Para Dilma, todos podem criticar, em especial Lula

Ricardo Galhardo

Vera Rosa

 

A presidente Dilma Rousseff amenizou ontem as críticas de seu padrinho político, o ex-presidente Luiz Inácio Lula da Silva, ao governo e ao PT. Um dia depois de Lula dizer que o PT está “velho” e “só pensa em cargos”, na esteira de alfinetadas que atingiram o governo, Dilma evitou esticar a polêmica envolvendo “criador” e “criatura”.

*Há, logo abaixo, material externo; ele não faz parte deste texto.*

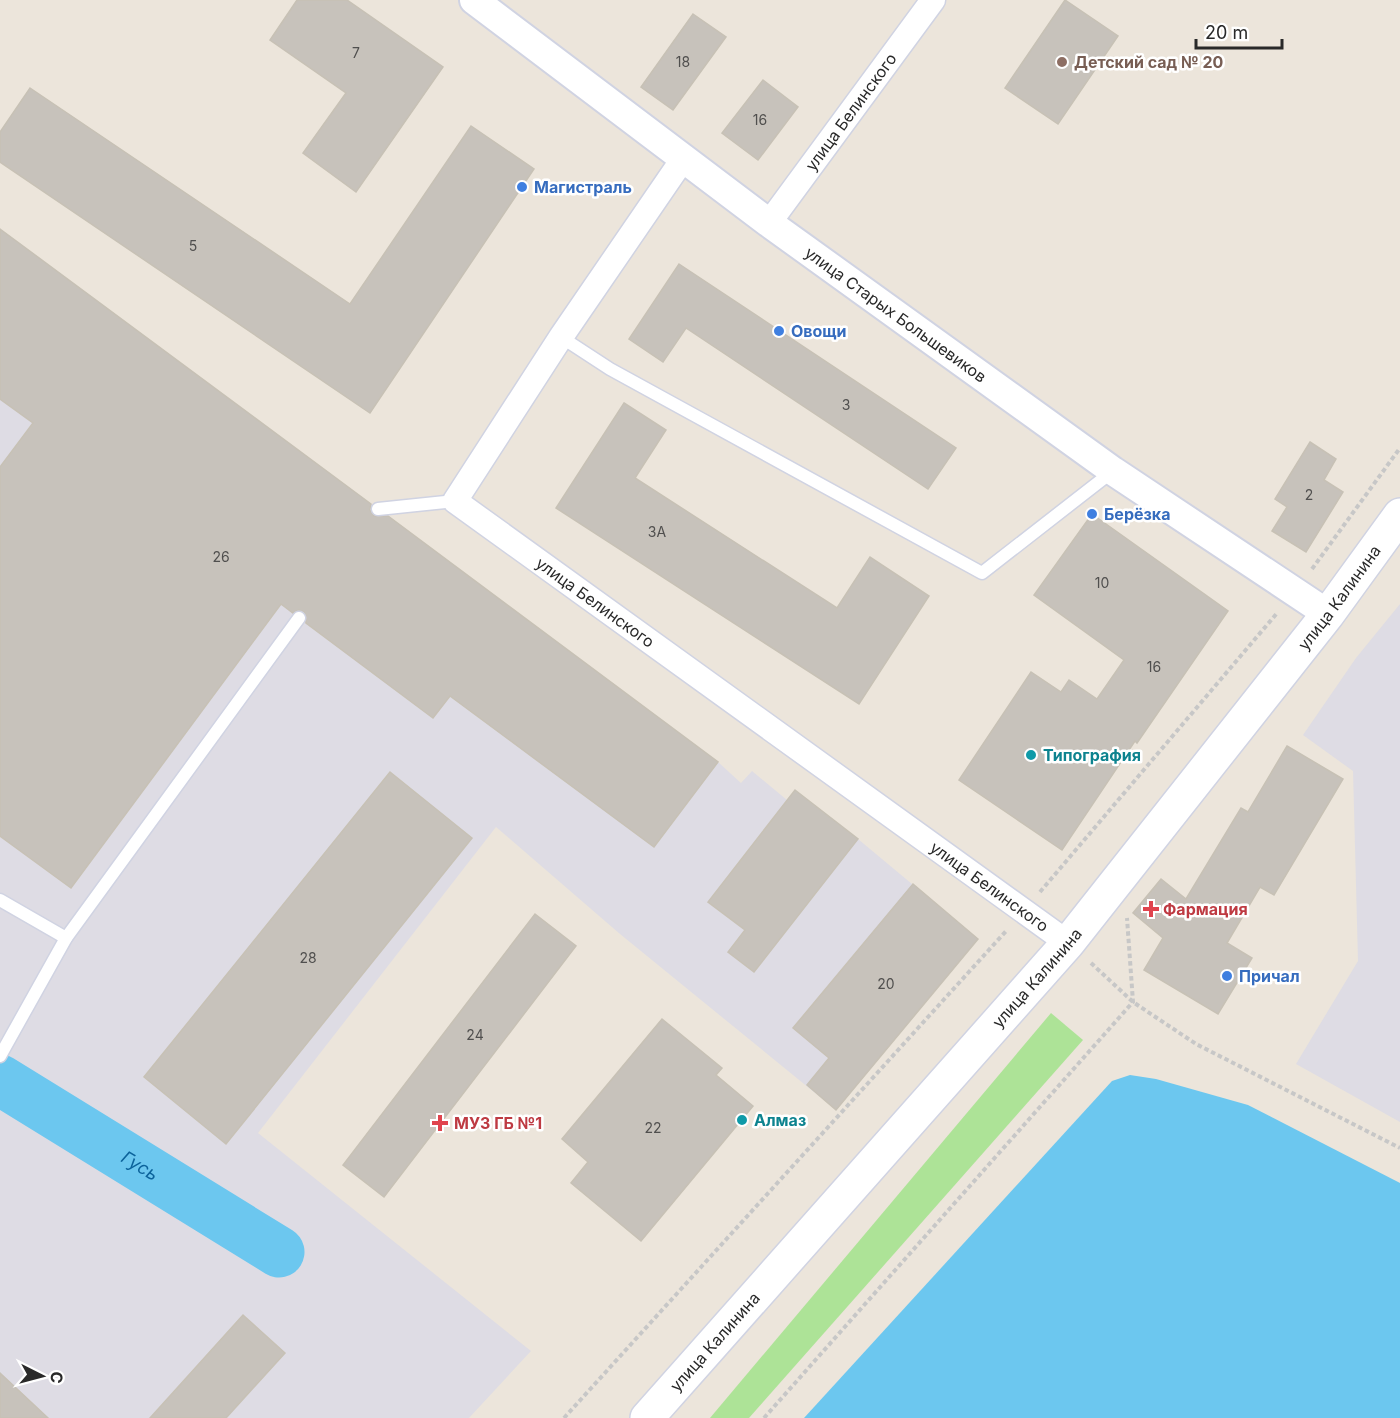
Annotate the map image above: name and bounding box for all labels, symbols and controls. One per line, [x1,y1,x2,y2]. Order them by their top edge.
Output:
scale bar [1196,12,1282,50]
text: 20 m [1205,22,1248,43]
house number: 7 [352,44,360,61]
street label: улица Белинского [801,49,901,175]
place label: Детский сад № 20 [1074,52,1223,72]
house number: 18 [676,53,690,70]
marker: Детский сад № 20 [1055,55,1069,69]
house number: 16 [753,111,767,128]
place label: Магистраль [534,177,632,197]
marker: Магистраль [515,180,529,194]
house number: 5 [189,237,197,254]
street label: улица Старых Большевиков [801,242,990,386]
place label: Овощи [791,321,847,341]
marker: Овощи [772,324,786,338]
house number: 3 [842,396,850,413]
house number: 2 [1305,486,1313,503]
place label: Берёзка [1104,504,1170,524]
marker: Берёзка [1085,507,1099,521]
house number: 3А [648,523,666,540]
street label: улица Калинина [1294,541,1385,654]
house number: 26 [212,548,230,565]
street label: улица Белинского [532,553,658,652]
house number: 10 [1095,574,1109,591]
house number: 16 [1147,658,1161,675]
place label: Типография [1043,745,1141,765]
marker: Типография [1024,748,1038,762]
street label: улица Белинского [926,837,1053,936]
place label: Фармация [1163,899,1248,919]
marker: Фармация [1144,902,1158,916]
street label: улица Калинина [988,924,1086,1032]
house number: 28 [299,949,317,966]
place label: Причал [1239,966,1300,986]
marker: Причал [1220,969,1234,983]
house number: 20 [877,975,895,992]
house number: 24 [466,1026,484,1043]
place label: Алмаз [754,1110,806,1130]
place label: МУЗ ГБ №1 [454,1113,542,1133]
marker: Алмаз [735,1113,749,1127]
marker: МУЗ ГБ №1 [431,1114,449,1132]
house number: 22 [644,1119,662,1136]
water label: Гусь [118,1146,162,1185]
street label: улица Калинина [665,1288,764,1395]
north arrow [12,1346,72,1406]
text: С [46,1371,67,1385]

“Eu acho que todo mundo tem o direito de criticar. Mais ainda o presidente Lula, que é muito criticado por vocês (jornalistas)”, disse a presidente, em visita ao Rio.

Apesar da declaração pública, Dilma ficou contrariada com as provocações, que denotam falta de unidade. No Palácio do Planalto, a avaliação é de que Lula se movimenta para se afastar dos escândalos de corrupção que abalam o partido e aponta as falhas no governo porque não é ouvido por Dilma. O gesto seria planejado com o intuito de se descolar dos problemas e tentar se preservar para a eleição presidencial de 2018.

As duras críticas de Lula ao PT e ao governo entrarão na pauta da reunião da Executiva Nacional petista, hoje, em São Paulo. Desde a semana passada, a ofensiva do ex-presidente vem ganhando cada vez mais intensidade. Na segunda-feira, ele disse em palestra que o PT envelheceu, está viciado em poder, apegado a cargos e não mobiliza mais multidões.

Dias antes, em reunião com religiosos, Lula já havia afirmado que tanto ele como Dilma estavam “no volume morto” e o PT “abaixo do volume morto”. Em mais uma estocada, chamou a gestão Dilma de “governo de mudos” e admitiu que a presidente não cumpriu promessas de campanha.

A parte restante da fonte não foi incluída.